Résumé de thèse

Titre : Sémantique, référence et acquisition automatique de connaissances à partir de textes

Thèse de Doctorat de Sciences du Langage, Université des Sciences Humaines de Strasbourg, soutenue le 28 novembre 1997. Jury : Georges Kleiber (président), François Rousselot (directeur), Monique Slodzian, Anne Condamines, Jean-François Dufourd, Daniel Memmi.

L'acquisition automatique de connaissances à partir de textes consiste, idéalement, à extraire d'un corpus les connaissances qu'il contient, et à les représenter de manière structurée dans une base de connaissances, et cela aussi automatiquement que possible. Cette thèse examine le problème essentiellement d'un point de vue linguistique.

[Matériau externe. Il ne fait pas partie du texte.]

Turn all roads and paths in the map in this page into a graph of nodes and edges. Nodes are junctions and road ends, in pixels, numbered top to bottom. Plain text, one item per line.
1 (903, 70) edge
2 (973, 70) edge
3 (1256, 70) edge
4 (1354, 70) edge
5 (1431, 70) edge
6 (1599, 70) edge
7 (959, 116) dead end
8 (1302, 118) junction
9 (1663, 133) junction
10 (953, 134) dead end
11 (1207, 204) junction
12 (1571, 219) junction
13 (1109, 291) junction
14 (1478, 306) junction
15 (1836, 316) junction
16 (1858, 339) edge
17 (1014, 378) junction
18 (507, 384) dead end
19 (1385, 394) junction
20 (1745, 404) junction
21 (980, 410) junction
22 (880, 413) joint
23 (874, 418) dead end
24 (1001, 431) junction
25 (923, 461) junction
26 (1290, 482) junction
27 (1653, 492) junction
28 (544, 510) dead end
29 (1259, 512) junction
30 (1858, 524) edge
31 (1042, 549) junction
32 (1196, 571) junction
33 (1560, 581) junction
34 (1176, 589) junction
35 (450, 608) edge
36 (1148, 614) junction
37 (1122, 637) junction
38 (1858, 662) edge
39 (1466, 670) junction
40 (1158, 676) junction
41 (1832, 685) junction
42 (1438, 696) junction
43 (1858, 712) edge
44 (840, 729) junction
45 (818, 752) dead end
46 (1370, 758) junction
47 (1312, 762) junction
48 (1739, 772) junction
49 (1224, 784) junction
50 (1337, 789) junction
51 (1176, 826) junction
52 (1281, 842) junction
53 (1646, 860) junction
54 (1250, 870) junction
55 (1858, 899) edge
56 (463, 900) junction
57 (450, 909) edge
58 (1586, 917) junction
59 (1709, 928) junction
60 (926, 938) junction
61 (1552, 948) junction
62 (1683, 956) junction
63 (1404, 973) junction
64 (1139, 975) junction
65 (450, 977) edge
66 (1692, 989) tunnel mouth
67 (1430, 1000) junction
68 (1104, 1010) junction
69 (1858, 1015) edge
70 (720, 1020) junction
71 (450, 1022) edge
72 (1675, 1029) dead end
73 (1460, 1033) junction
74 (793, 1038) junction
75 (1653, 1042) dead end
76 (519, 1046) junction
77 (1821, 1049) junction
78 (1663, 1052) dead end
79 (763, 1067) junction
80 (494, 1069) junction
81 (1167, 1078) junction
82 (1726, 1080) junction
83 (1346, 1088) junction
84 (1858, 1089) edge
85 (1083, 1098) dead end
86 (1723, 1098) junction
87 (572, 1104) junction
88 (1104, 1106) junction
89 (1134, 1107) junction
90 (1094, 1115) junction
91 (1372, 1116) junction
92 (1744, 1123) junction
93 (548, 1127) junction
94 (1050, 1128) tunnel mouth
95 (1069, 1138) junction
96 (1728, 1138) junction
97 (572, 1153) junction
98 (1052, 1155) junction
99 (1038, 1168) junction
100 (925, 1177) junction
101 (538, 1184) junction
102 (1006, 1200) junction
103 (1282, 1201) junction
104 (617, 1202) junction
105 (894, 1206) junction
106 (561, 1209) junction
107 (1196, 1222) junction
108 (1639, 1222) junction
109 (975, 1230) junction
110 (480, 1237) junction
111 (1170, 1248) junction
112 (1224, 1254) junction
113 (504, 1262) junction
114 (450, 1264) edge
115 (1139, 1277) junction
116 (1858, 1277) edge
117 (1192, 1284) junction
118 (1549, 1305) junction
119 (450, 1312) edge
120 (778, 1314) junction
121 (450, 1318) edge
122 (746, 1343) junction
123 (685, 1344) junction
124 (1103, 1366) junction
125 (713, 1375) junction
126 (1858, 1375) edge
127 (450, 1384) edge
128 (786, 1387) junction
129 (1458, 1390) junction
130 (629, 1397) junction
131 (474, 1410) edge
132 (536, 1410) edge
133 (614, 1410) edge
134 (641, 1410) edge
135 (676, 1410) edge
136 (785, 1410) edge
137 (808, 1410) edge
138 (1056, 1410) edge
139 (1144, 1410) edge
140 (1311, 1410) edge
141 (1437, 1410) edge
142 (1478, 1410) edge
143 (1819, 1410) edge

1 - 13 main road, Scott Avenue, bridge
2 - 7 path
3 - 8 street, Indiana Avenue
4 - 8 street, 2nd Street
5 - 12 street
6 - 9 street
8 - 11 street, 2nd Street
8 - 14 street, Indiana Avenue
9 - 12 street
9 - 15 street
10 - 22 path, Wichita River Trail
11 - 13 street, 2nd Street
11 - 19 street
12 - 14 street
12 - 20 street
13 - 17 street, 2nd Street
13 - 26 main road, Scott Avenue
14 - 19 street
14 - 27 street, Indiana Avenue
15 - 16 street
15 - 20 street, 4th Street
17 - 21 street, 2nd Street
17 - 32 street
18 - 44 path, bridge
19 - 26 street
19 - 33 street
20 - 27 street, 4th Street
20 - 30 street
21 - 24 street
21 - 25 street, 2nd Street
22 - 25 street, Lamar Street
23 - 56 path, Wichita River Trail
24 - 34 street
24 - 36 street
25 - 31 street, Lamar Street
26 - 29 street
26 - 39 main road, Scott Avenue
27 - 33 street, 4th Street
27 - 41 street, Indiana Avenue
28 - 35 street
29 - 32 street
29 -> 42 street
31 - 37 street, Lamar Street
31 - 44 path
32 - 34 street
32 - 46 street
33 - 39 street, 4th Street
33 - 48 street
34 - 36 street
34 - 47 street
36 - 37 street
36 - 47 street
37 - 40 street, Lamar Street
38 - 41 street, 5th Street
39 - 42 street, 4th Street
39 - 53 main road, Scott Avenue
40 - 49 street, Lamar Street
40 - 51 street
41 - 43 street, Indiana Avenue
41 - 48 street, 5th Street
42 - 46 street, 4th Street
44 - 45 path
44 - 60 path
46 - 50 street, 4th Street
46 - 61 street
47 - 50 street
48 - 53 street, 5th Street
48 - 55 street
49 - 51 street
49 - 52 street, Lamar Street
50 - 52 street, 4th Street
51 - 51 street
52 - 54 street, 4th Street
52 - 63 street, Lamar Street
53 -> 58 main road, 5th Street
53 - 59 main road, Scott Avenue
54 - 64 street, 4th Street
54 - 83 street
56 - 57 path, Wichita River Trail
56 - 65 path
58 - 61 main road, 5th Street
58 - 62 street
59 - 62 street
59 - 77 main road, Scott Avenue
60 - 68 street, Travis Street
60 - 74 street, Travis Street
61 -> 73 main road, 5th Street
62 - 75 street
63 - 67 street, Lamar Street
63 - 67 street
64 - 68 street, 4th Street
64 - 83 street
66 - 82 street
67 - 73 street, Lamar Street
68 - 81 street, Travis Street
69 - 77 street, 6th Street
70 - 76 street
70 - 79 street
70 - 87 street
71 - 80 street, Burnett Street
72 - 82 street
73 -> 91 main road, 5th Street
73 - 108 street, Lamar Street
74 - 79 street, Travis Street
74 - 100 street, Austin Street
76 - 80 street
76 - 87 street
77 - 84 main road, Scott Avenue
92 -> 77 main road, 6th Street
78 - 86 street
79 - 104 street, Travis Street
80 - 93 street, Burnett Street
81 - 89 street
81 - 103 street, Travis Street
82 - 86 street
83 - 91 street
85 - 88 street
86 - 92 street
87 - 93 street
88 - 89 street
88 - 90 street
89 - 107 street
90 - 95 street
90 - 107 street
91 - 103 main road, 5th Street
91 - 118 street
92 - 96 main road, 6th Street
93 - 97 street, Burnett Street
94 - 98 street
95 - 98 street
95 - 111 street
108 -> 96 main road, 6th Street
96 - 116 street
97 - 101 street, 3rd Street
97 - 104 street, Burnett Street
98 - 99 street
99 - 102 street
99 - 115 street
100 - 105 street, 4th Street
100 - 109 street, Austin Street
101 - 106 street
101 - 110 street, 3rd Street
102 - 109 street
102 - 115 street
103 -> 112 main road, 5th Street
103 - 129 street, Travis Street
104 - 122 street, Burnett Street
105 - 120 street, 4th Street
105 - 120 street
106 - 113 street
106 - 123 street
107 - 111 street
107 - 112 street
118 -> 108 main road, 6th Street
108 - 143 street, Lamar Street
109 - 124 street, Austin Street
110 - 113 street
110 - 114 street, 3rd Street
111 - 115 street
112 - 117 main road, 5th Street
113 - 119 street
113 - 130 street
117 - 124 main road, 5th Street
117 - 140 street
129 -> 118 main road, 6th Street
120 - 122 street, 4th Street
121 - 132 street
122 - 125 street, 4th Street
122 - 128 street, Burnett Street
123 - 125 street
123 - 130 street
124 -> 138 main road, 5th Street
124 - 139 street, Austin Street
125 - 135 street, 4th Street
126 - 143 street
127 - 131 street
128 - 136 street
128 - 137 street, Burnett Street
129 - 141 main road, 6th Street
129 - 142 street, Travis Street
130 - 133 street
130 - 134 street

Le premier chapitre est consacré à une étude bibliographique du domaine. Il existe deux grandes familles d'approches : l'extraction automatique de terminologie, et l'acquisition par projection de modèles. Pour la première, il s'agit de repérer dans le texte les syntagmes nominaux susceptibles d'être des termes. On peut regrouper les divers systèmes existants en quatre catégories, selon leurs modes de détection des termes. Une première méthode consiste à relever les cooccurrences de lexèmes statistiquement significatives dans de vastes corpus. Le problème principal est de déterminer le seuil à partir duquel les cooccurrences sont considérées comme significatives. Beaucoup d'auteurs couplent les résultats statistiques avec une méthode syntaxique, qui consiste à ne retenir que les cooccurrences qui appartiennent à des schémas syntaxiques préétablis (par exemple Nom + Adj. comme champ magnétique, ou Nom + de + Nom, comme angor d'effort), ce qui produit de bons résultats, mais présente l'inconvénient de rejeter les façons atypiques dont les termes sont utilisés en discours. Une troisième méthode consiste à repérer les SN, non par leur structure interne mais par leurs bornes, c'est-à-dire par les mots qui ne font pas partie du SN, comme les verbes et certaines prépositions. Elle permet de repérer la quasi-totalité des SN d'un corpus, qu'il s'agit ensuite de filtrer et de structurer. La quatrième méthode est celle des segments répétés, qui consiste à repérer, puis à filtrer et à structurer, des chaînes de caractères répétées dans le corpus, selon le principe qu'un terme du domaine a toutes les chances d'être répété. Beaucoup de ces systèmes parviennent à produire des listes de termes assez pertinentes, mais ils ne fournissent pas de vue structurée du domaine tel qu'il apparaît dans le corpus. Quant à la seconde famille de systèmes, elle consiste à établir un modèle conceptuel du domaine, et à associer des éléments lexicaux à chaque élément du modèle, ce qui permet de le projeter sur le corpus. La difficulté est de déterminer a priori, d'abord un modèle du domaine pertinent, et ensuite les listes de lexèmes associés. Aucun système de ce type n'est fonctionnel à l'heure actuelle en dehors de travaux de laboratoire sur des domaines très restreints.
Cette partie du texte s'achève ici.